→ **EXERCISE**: Which lines in the records below contain the word "Buckingham"? Copy each one out.

*****

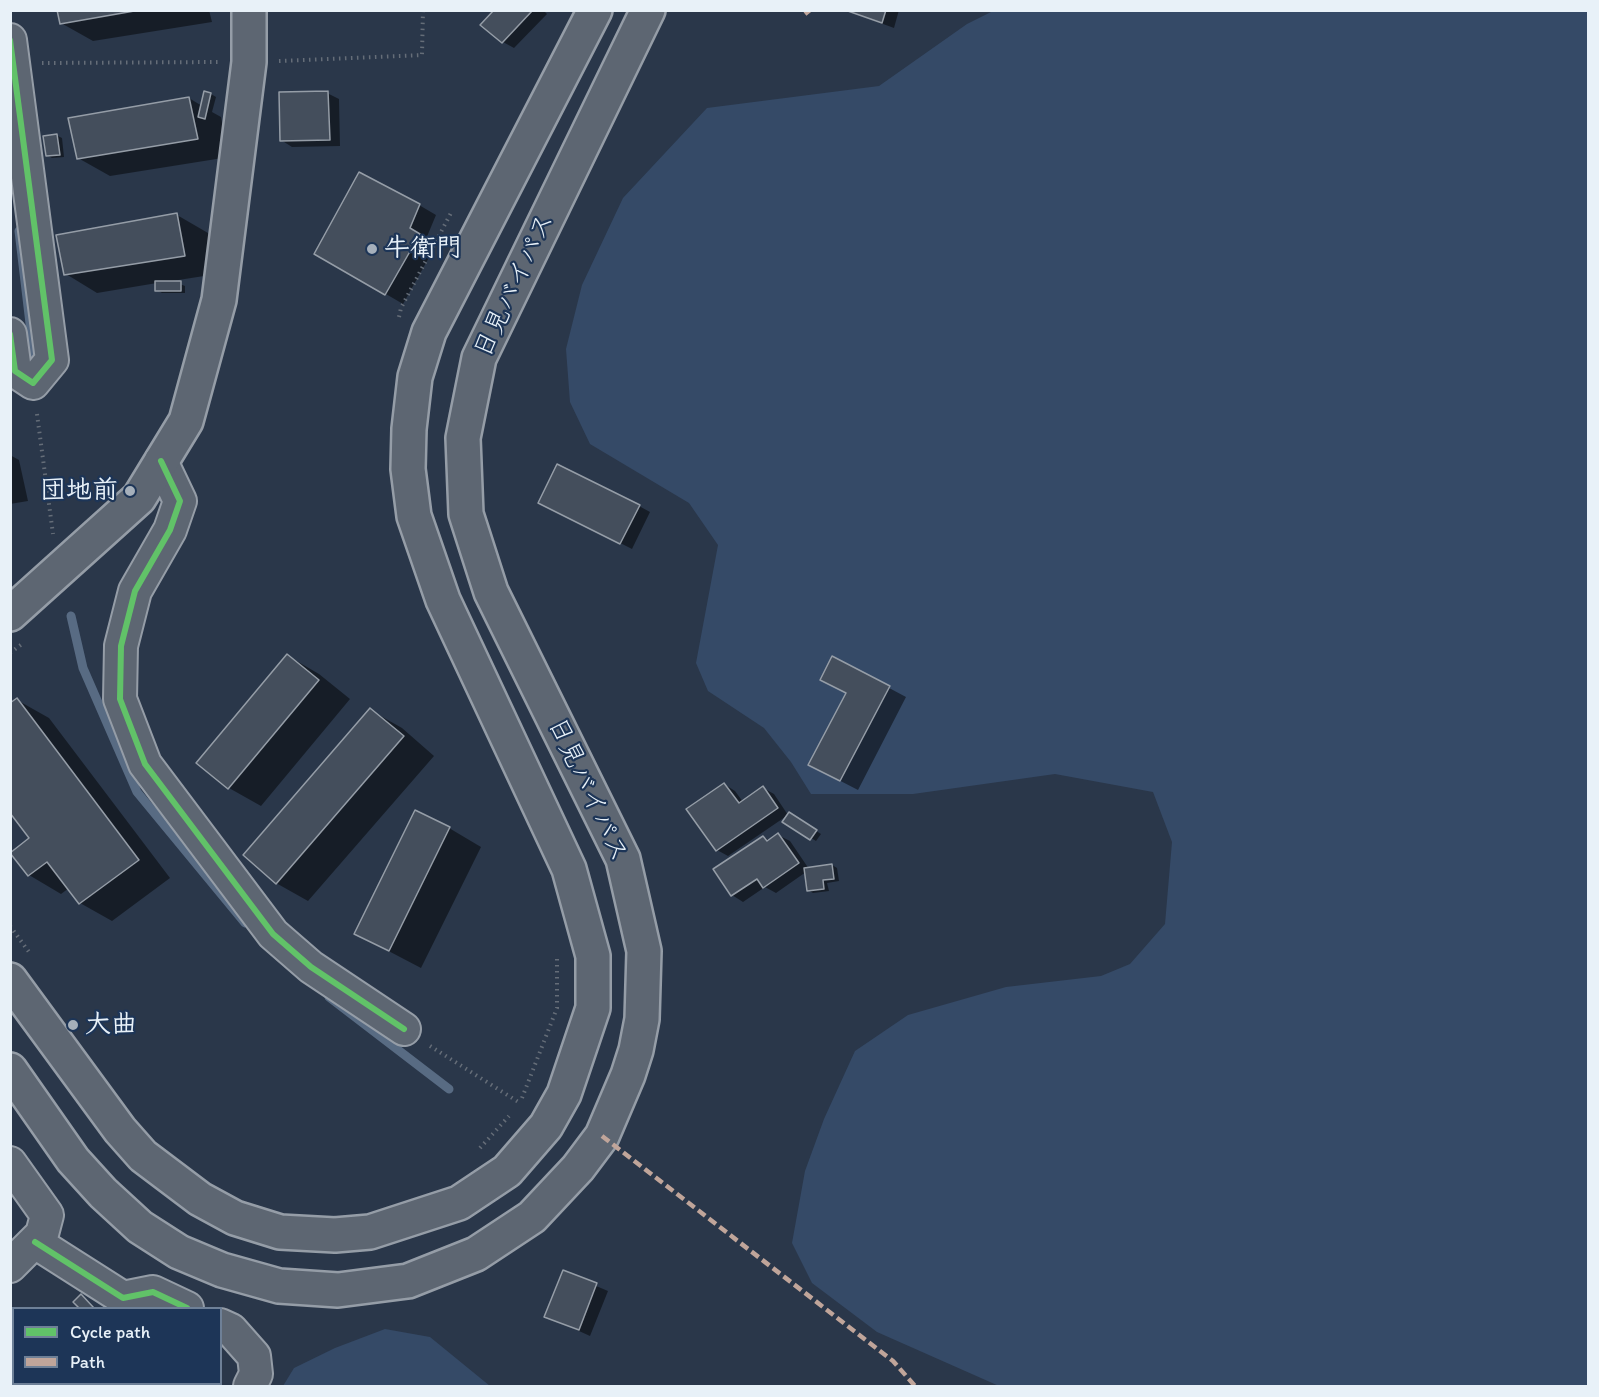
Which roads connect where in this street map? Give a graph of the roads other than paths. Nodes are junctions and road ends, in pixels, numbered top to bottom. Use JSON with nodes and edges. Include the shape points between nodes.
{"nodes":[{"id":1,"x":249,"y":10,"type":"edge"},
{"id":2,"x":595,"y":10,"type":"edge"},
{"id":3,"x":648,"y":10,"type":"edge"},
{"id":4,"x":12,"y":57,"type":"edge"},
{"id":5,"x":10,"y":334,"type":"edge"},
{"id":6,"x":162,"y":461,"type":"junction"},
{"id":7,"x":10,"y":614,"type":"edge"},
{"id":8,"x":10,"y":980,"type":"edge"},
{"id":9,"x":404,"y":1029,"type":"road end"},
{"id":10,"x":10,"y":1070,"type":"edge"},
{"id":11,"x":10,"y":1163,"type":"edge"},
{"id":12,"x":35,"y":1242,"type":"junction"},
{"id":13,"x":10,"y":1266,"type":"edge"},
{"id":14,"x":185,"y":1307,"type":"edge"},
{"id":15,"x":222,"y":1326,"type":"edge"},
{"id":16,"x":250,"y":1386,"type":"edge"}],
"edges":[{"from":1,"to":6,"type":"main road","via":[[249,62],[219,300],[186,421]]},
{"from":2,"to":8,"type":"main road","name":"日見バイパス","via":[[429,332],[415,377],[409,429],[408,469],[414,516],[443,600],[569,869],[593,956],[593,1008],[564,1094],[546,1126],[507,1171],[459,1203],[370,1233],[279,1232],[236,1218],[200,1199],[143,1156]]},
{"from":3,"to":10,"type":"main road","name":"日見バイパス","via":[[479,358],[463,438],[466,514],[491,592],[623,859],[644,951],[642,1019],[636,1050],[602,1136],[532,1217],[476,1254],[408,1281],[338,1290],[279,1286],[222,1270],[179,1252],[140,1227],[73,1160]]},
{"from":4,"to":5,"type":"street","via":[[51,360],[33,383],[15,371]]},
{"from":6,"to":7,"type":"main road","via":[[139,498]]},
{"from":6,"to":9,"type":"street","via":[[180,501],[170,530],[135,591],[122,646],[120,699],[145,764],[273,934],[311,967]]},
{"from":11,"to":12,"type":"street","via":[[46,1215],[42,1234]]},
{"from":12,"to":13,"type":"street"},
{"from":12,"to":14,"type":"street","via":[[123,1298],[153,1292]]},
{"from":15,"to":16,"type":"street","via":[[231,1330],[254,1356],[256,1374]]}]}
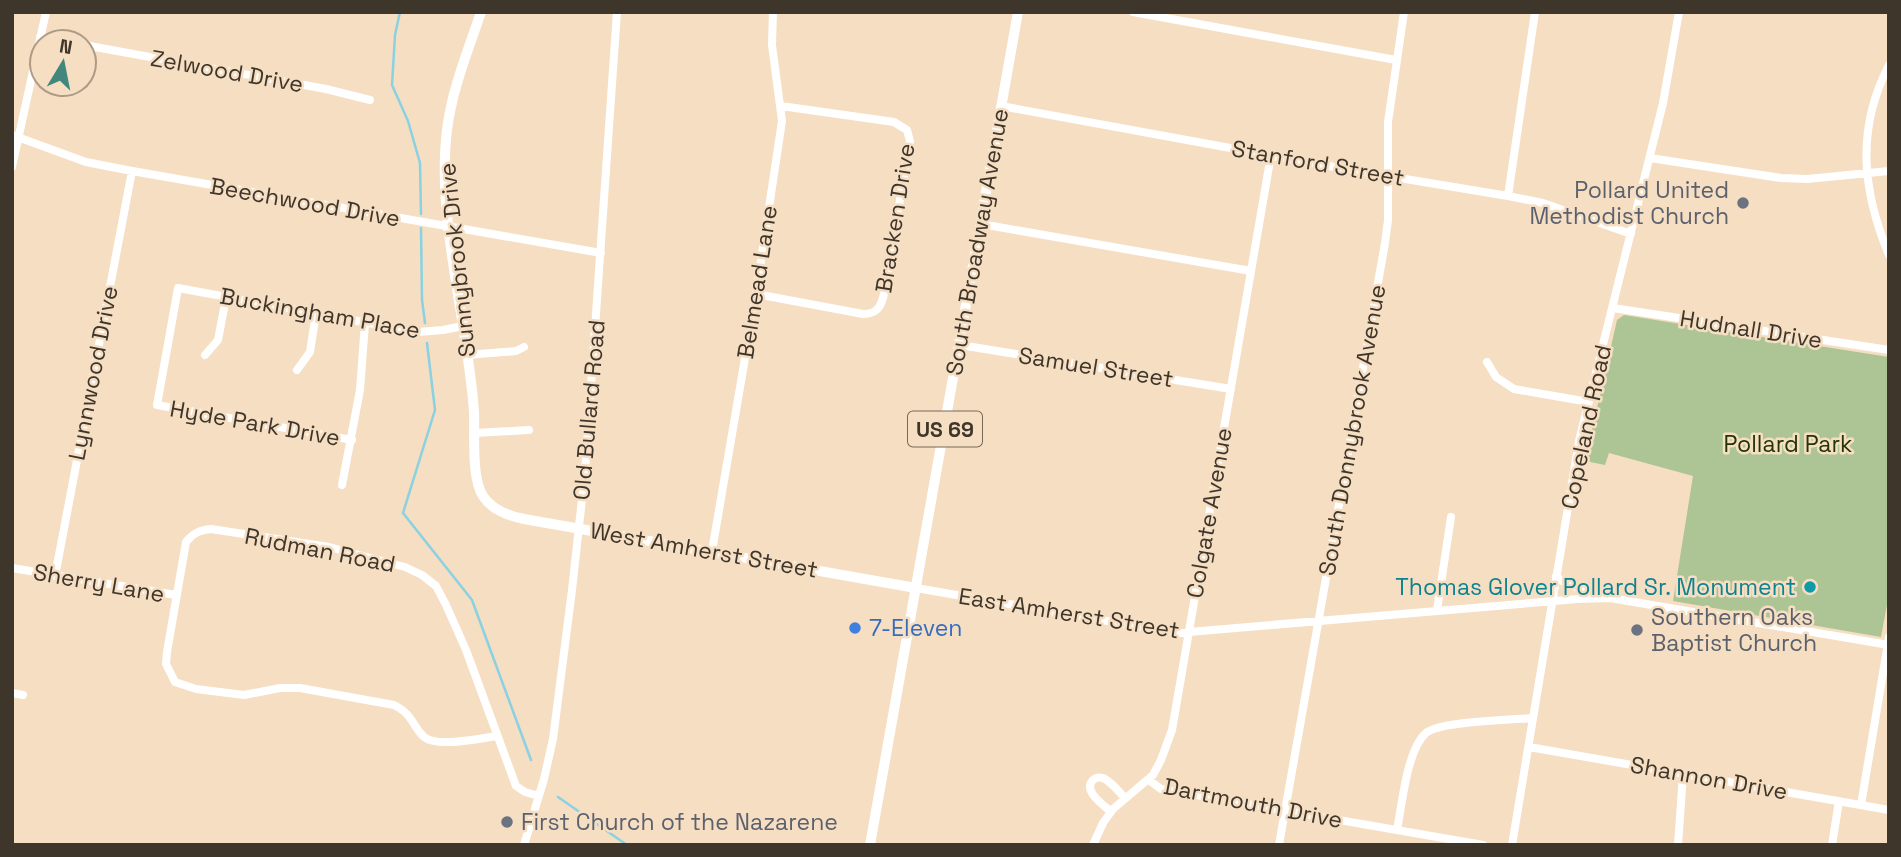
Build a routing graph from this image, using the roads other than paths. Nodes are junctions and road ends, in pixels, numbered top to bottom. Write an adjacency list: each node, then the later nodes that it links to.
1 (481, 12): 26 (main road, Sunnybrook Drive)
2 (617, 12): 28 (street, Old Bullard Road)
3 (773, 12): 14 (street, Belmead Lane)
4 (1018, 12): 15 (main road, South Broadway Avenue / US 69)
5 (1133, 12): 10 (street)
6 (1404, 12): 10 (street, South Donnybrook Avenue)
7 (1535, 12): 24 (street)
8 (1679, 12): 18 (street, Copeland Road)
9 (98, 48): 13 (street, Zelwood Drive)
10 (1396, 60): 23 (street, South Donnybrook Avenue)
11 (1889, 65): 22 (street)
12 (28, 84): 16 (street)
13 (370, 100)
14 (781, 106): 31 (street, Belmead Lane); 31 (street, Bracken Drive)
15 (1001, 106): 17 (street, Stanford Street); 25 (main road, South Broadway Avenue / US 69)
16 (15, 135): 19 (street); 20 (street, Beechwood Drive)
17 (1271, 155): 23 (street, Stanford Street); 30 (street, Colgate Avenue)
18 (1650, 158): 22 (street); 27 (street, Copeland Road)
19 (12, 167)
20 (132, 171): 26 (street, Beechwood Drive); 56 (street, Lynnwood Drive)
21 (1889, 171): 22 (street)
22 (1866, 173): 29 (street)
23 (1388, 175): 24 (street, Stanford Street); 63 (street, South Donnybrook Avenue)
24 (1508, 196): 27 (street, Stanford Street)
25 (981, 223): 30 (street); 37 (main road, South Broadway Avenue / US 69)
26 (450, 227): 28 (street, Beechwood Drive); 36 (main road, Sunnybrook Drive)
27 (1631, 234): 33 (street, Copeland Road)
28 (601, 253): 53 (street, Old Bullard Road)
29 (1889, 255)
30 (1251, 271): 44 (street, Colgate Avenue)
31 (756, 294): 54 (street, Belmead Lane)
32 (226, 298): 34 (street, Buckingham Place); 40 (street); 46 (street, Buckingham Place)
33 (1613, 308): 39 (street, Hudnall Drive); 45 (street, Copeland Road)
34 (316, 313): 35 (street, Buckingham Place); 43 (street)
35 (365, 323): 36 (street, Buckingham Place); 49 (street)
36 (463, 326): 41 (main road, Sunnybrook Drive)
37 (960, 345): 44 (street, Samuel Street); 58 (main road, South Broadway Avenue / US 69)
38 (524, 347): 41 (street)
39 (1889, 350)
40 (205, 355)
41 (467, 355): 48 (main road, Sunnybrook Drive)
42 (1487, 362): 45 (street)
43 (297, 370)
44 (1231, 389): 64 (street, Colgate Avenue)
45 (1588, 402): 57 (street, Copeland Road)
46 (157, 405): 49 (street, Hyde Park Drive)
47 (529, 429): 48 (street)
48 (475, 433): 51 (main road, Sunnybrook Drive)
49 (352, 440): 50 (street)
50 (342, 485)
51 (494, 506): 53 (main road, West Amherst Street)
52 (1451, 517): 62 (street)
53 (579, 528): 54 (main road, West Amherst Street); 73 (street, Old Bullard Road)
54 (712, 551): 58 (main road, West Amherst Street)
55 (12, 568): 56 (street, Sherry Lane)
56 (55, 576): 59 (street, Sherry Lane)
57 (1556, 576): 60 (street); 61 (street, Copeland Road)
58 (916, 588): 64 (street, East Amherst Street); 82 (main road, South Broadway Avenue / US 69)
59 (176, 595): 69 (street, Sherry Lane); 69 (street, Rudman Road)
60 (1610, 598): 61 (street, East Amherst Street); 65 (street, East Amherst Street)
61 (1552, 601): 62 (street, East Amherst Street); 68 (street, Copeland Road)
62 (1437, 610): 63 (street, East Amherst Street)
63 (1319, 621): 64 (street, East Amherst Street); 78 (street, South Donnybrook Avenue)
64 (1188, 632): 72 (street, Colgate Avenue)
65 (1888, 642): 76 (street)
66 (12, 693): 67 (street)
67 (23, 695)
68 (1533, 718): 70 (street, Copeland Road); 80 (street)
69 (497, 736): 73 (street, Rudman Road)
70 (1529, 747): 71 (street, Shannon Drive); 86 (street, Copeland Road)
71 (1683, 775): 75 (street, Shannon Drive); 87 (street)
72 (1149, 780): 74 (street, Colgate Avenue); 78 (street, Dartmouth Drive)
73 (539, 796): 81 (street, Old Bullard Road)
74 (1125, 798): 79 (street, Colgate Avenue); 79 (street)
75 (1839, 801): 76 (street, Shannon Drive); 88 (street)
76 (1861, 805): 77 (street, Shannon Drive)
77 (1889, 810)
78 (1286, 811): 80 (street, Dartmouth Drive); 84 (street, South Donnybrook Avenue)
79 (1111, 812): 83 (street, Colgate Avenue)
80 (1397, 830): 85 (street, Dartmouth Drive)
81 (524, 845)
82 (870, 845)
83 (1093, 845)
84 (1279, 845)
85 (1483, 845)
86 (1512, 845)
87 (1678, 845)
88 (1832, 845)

*****

→ **YOUR RESPONSE**:
32 (226, 298): 34 (street, Buckingham Place); 40 (street); 46 (street, Buckingham Place)
34 (316, 313): 35 (street, Buckingham Place); 43 (street)
35 (365, 323): 36 (street, Buckingham Place); 49 (street)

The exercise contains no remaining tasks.